* RECORD SET
· · ·
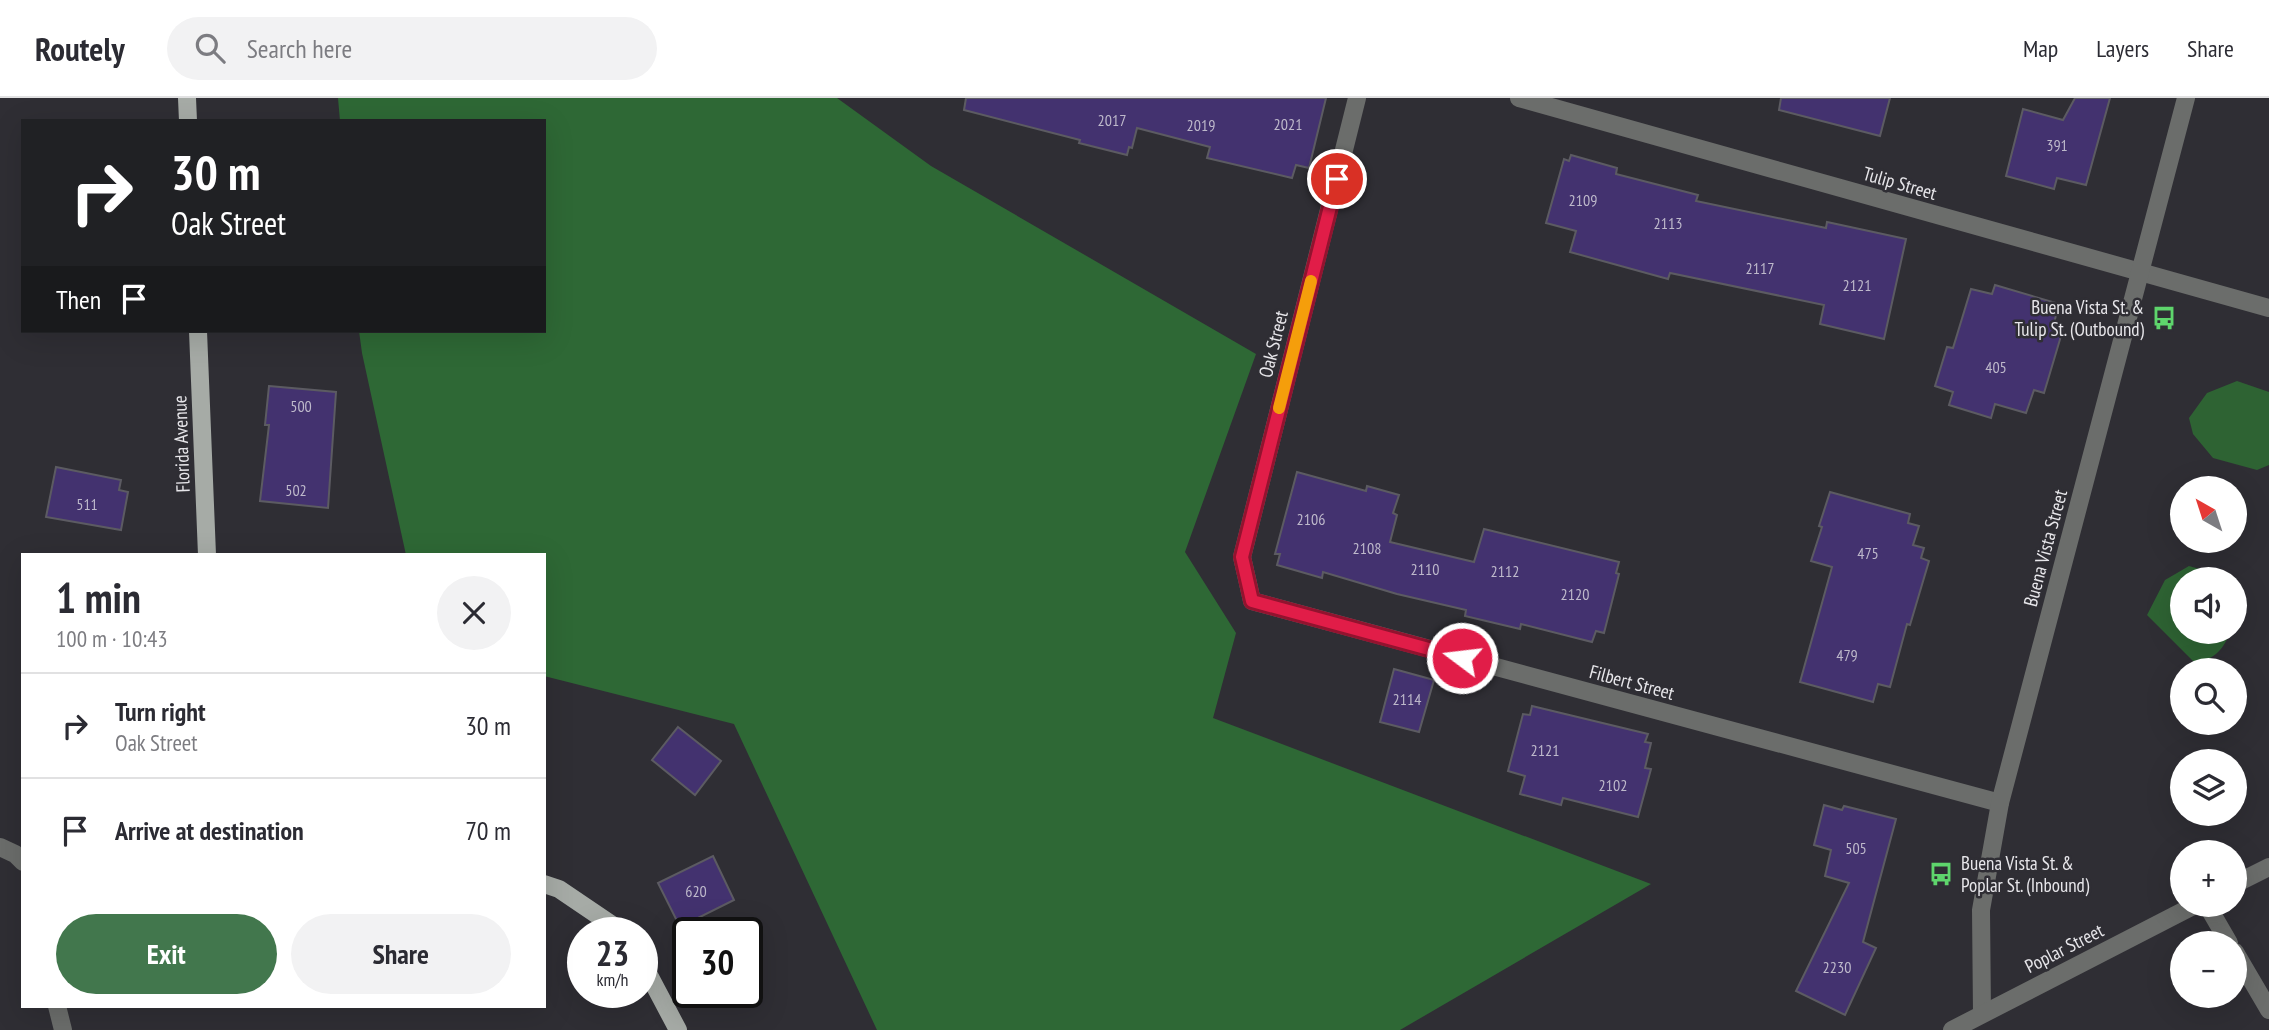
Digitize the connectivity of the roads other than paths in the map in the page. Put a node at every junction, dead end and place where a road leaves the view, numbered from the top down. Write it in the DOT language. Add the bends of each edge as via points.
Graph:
graph roads {
  1 [pos="187,98"];
  2 [pos="1357,98"];
  3 [pos="1519,98"];
  4 [pos="2186,98"];
  5 [pos="188,119"];
  6 [pos="2140,271"];
  7 [pos="2269,308"];
  8 [pos="198,333"];
  9 [pos="207,553"];
  10 [pos="1252,601"];
  11 [pos="2000,803"];
  12 [pos="0,847"];
  13 [pos="21,860"];
  14 [pos="2269,867"];
  15 [pos="2247,878"];
  16 [pos="546,885"];
  17 [pos="600,917"];
  18 [pos="2172,917"];
  19 [pos="2247,972"];
  20 [pos="658,992"];
  21 [pos="58,1008"];
  22 [pos="2269,1010"];
  23 [pos="1982,1014"];
  24 [pos="63,1030"];
  25 [pos="678,1030"];
  26 [pos="1952,1030"];
  1 -- 5 [label="main road"];
  2 -- 10 [label="street, Oak Street" via="1242,557"];
  3 -- 6 [label="street, Tulip Street"];
  4 -- 6 [label="street, Buena Vista Street"];
  6 -- 7 [label="street, Tulip Street"];
  6 -- 11 [label="street, Buena Vista Street"];
  8 -- 9 [label="main road, Florida Avenue"];
  10 -- 11 [label="street, Filbert Street"];
  11 -- 23 [label="street, Buena Vista Street" via="1981,910"];
  12 -- 13 [label="street"];
  14 -- 15 [label="street"];
  16 -- 17 [label="main road"];
  18 -- 23 [label="street, Poplar Street"];
  19 -- 22 [label="street"];
  20 -- 25 [label="main road"];
  21 -- 24 [label="street"];
  23 -- 26 [label="street, Poplar Street"];
}
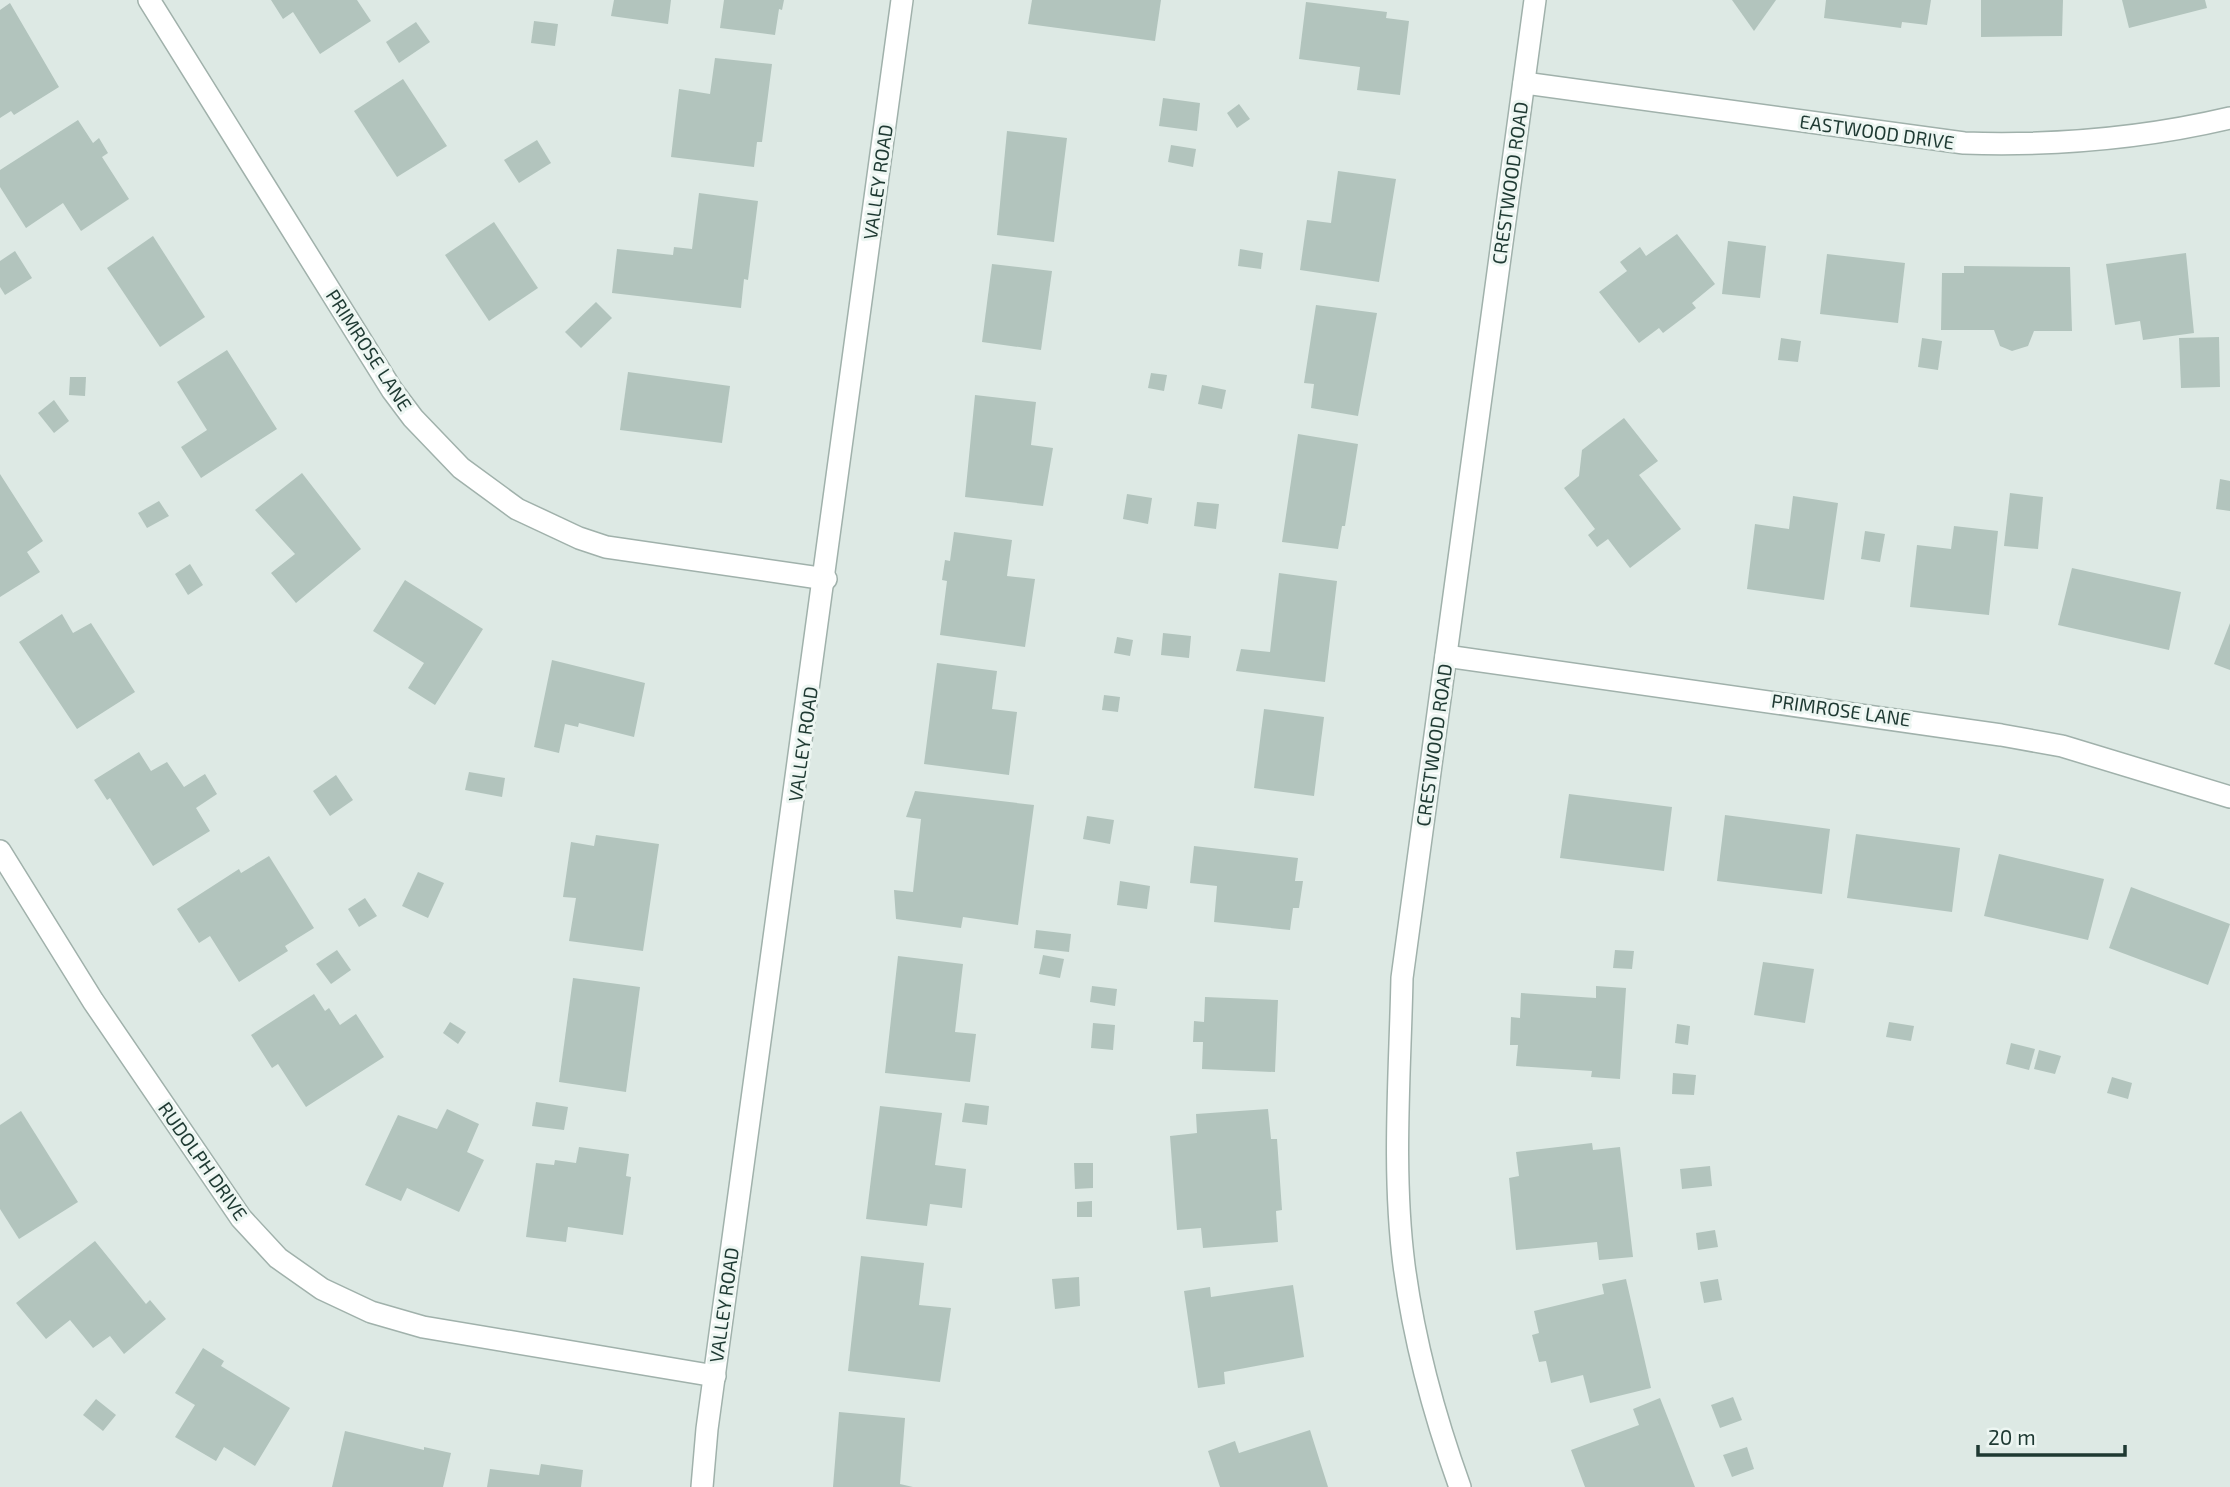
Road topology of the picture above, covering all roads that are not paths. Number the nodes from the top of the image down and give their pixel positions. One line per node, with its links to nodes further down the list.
· · ·
* TRY IT
Keep the pictures out of the copy and return the rest of the data above exactly.

* RESULT OF THE TASK
Digitize the connectivity of the roads other than paths in the map in the page. Put a node at every junction, dead end and place where a road leaves the view, numbered from the top down. Write it in the DOT language. Add the bends of each edge as via points.
Graph:
graph roads {
  1 [pos="187,98"];
  2 [pos="1357,98"];
  3 [pos="1519,98"];
  4 [pos="2186,98"];
  5 [pos="188,119"];
  6 [pos="2140,271"];
  7 [pos="2269,308"];
  8 [pos="198,333"];
  9 [pos="207,553"];
  10 [pos="1252,601"];
  11 [pos="2000,803"];
  12 [pos="0,847"];
  13 [pos="21,860"];
  14 [pos="2269,867"];
  15 [pos="2247,878"];
  16 [pos="546,885"];
  17 [pos="600,917"];
  18 [pos="2172,917"];
  19 [pos="2247,972"];
  20 [pos="658,992"];
  21 [pos="58,1008"];
  22 [pos="2269,1010"];
  23 [pos="1982,1014"];
  24 [pos="63,1030"];
  25 [pos="678,1030"];
  26 [pos="1952,1030"];
  1 -- 5 [label="main road"];
  2 -- 10 [label="street, Oak Street" via="1242,557"];
  3 -- 6 [label="street, Tulip Street"];
  4 -- 6 [label="street, Buena Vista Street"];
  6 -- 7 [label="street, Tulip Street"];
  6 -- 11 [label="street, Buena Vista Street"];
  8 -- 9 [label="main road, Florida Avenue"];
  10 -- 11 [label="street, Filbert Street"];
  11 -- 23 [label="street, Buena Vista Street" via="1981,910"];
  12 -- 13 [label="street"];
  14 -- 15 [label="street"];
  16 -- 17 [label="main road"];
  18 -- 23 [label="street, Poplar Street"];
  19 -- 22 [label="street"];
  20 -- 25 [label="main road"];
  21 -- 24 [label="street"];
  23 -- 26 [label="street, Poplar Street"];
}
Road topology of the picture above, covering all roads that are not paths. Number the nodes from the top of the image down and give their pixel positions. One line per node, with its links to nodes further down the list.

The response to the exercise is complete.